Campervan Food Storage Ideas

Our van galley is about as wide as a kitchen drawer. I am not kidding. The first real trip, up to Sawtooth Forest last August, I packed like we were feeding a soccer team and then spent the whole switchback road listening to cans roll into the wheel well.
Food storage in a campervan is mostly about admitting you have less room than you think, then making the room you do have actually findable. Bins that latch. A snack drawer my daughter can reach without unbuckling. Labels so I am not opening four containers to find the oats at 6am.
Most of what I lean on now is just printed and stuck on.

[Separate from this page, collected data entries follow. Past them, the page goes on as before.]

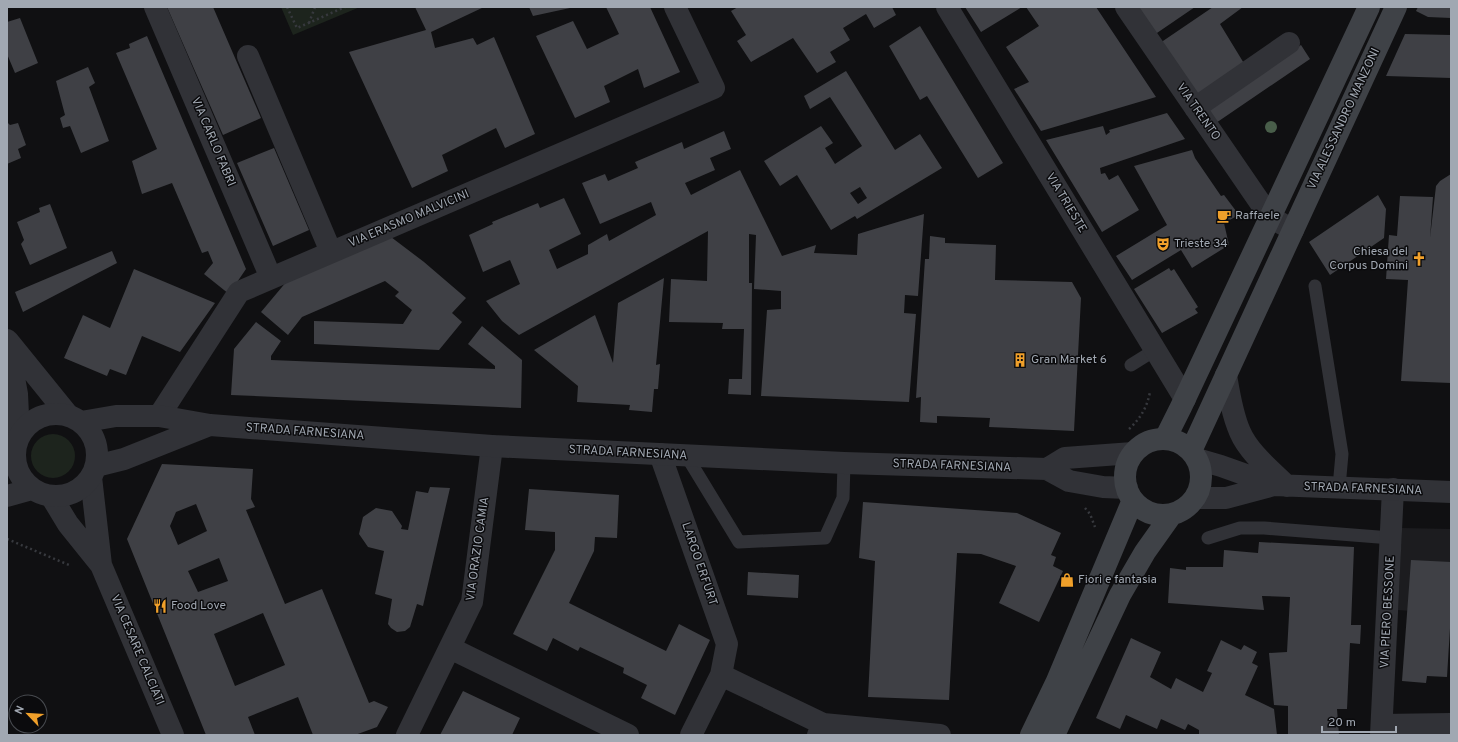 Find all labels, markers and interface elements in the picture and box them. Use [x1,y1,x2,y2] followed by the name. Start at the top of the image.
[1304,46,1384,192] street label: VIA ALESSANDRO MANZONI
[1172,80,1224,144] street label: VIA TRENTO
[187,95,239,189] street label: VIA CARLO FABRI
[1042,170,1090,236] street label: VIA TRIESTE
[346,186,472,252] street label: VIA ERASMO MALVICINI
[1216,208,1232,224] cafe icon: Raffaele
[1235,208,1280,224] place label: Raffaele
[1155,236,1171,252] theatre icon: Trieste 34
[1174,236,1228,252] place label: Trieste 34
[1329,244,1408,274] place label: Chiesa del Corpus Domini
[1411,251,1427,267] church icon: Chiesa del Corpus Domini
[1012,352,1028,368] building icon: Gran Market 6
[1031,352,1107,368] place label: Gran Market 6
[245,420,365,444] street label: STRADA FARNESIANA
[568,442,688,464] street label: STRADA FARNESIANA
[892,456,1012,476] street label: STRADA FARNESIANA
[1303,479,1423,499] street label: STRADA FARNESIANA
[463,496,493,602] street label: VIA ORAZIO CAMIA
[677,520,721,608] street label: LARGO ERFURT
[1377,555,1399,669] street label: VIA PIERO BESSONE
[1059,572,1075,588] shop icon: Fiori e fantasia
[1078,572,1157,588] place label: Fiori e fantasia
[106,592,168,708] street label: VIA CESARE CALCIATI
[152,598,168,614] restaurant icon: Food Love
[171,598,226,614] place label: Food Love
[8,694,48,734] north arrow
[12,704,28,717] text: N
[1322,708,1396,734] scale bar
[1328,715,1356,731] text: 20 m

Watercolor bits, a couple of sarcastic stickers, a seamless pattern I ran across a drawer liner. They are cheap files off an indie design shop, so if a link sends me a few cents, that is what keeps the camper coffee stocked. Here is what actually earns its spot.
The Coaster That Saved My Cupholders From Cold Brew

Our two cupholders up front used to be a science experiment by day three. Sticky rings, a layer of pine needles, one mystery splash I never identified. I printed this watercolor camp food coaster onto sticker paper, cut two circles, and pressed them into the cupholder bottoms. Now the mess wipes off the print instead of soaking into the plastic.
The art is soft, little camp-food doodles, the kind of thing that makes the dash feel less like a rental and more like ours. I also tucked a spare under the propane stove as a heat pad for hot pans. Worked fine.
One nitpick. The PNG has a transparent background, which is great until you forget and print it on clear sticker stock, where the pale colors basically vanish. Print it on white. Learned that after wasting one sheet at the library copier.
Slapping Jokes On The Snack Bins So Nobody Asks Me Where The Chips Are

I have a thing about labeling bins, ever since my buddy Reuben dug through every container in the van looking for trail mix that was, of course, in his own backpack. This sarcastic camp food sticker went on the lid of the junk-snack bin. The dry, funny line does the job a plain label never did, people actually read it.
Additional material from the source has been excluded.